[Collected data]

----------

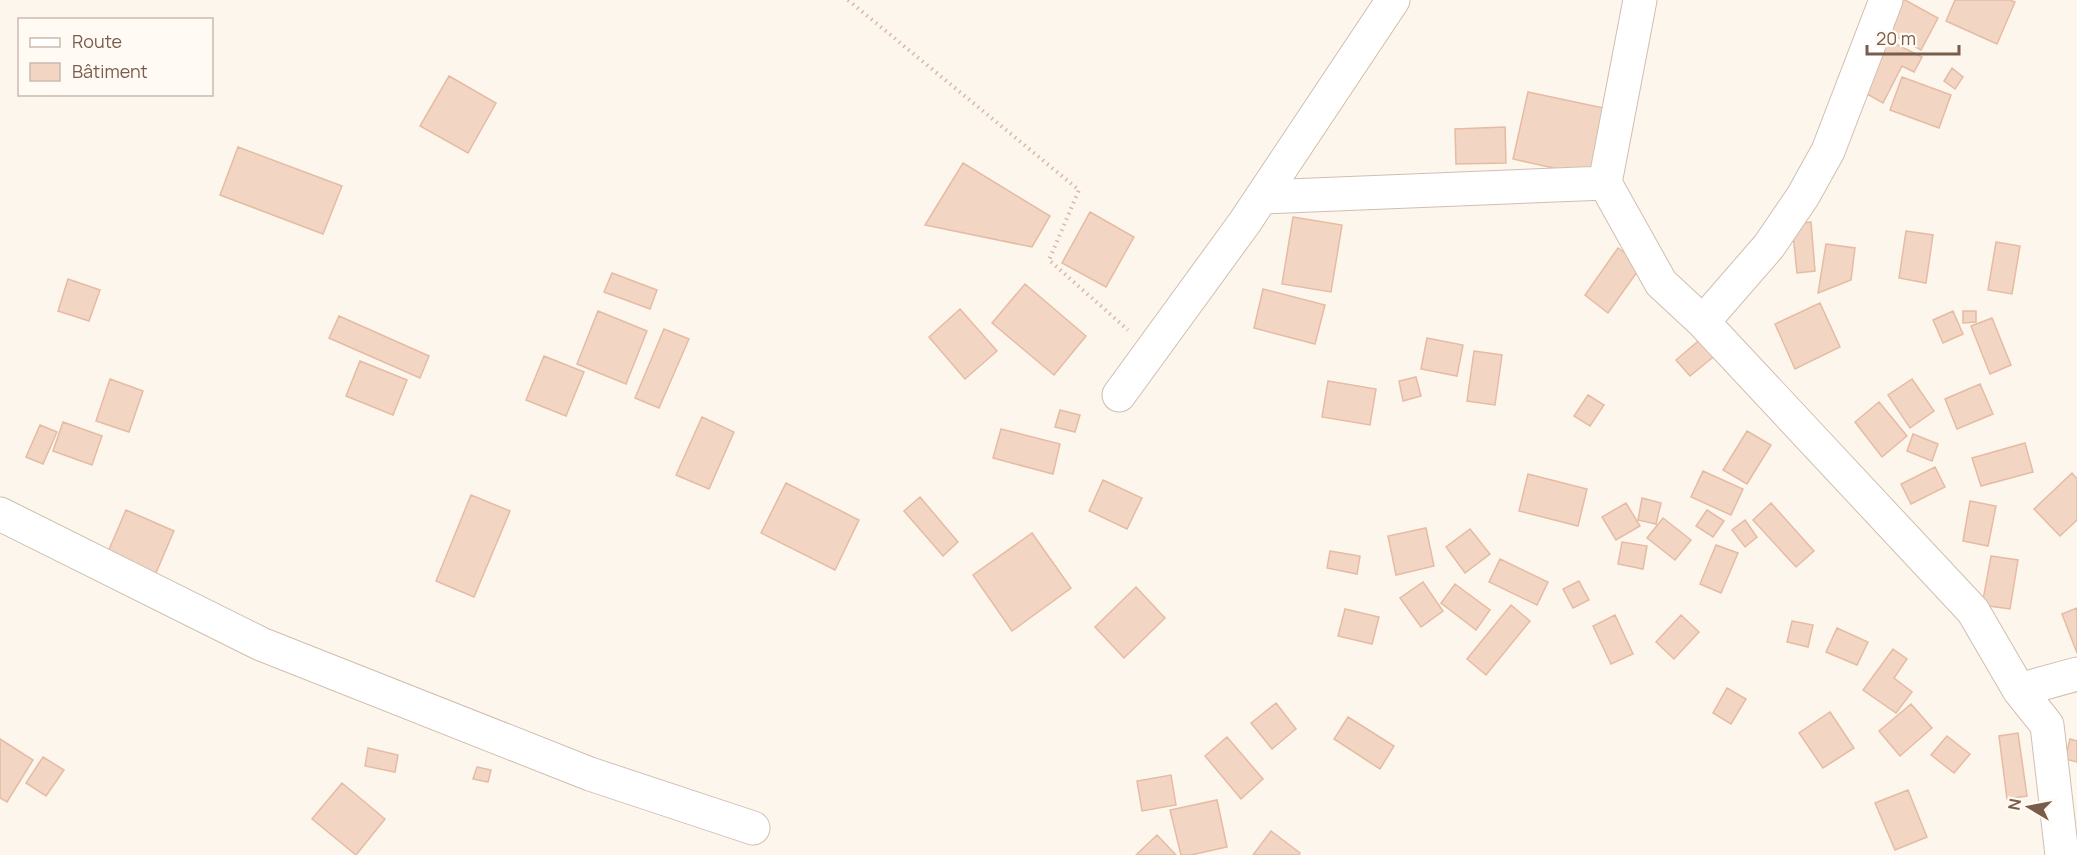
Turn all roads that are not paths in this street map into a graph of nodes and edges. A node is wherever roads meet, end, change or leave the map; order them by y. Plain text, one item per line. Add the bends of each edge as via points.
1 (1393, 0) edge
2 (1640, 0) edge
3 (1886, 0) edge
4 (1605, 183) junction
5 (1262, 196) junction
6 (1703, 322) junction
7 (1119, 395) dead end
8 (0, 514) edge
9 (2077, 674) edge
10 (2019, 690) junction
11 (753, 828) dead end
12 (2062, 855) edge

1 - 5 street
2 - 4 street
3 - 6 street via 1828,151 1803,196 1769,246
4 - 5 street
4 - 6 street via 1661,283
5 - 7 street
6 - 10 street via 1973,611
8 - 11 street via 261,644 590,774
9 - 10 street
10 - 12 street via 2047,724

----------

Could you retype all the entries above exactly, without the pictures?

### Solution to this problem
Turn all roads that are not paths in this street map into a graph of nodes and edges. A node is wherever roads meet, end, change or leave the map; order them by y. Plain text, one item per line. Add the bends of each edge as via points.
1 (1393, 0) edge
2 (1640, 0) edge
3 (1886, 0) edge
4 (1605, 183) junction
5 (1262, 196) junction
6 (1703, 322) junction
7 (1119, 395) dead end
8 (0, 514) edge
9 (2077, 674) edge
10 (2019, 690) junction
11 (753, 828) dead end
12 (2062, 855) edge

1 - 5 street
2 - 4 street
3 - 6 street via 1828,151 1803,196 1769,246
4 - 5 street
4 - 6 street via 1661,283
5 - 7 street
6 - 10 street via 1973,611
8 - 11 street via 261,644 590,774
9 - 10 street
10 - 12 street via 2047,724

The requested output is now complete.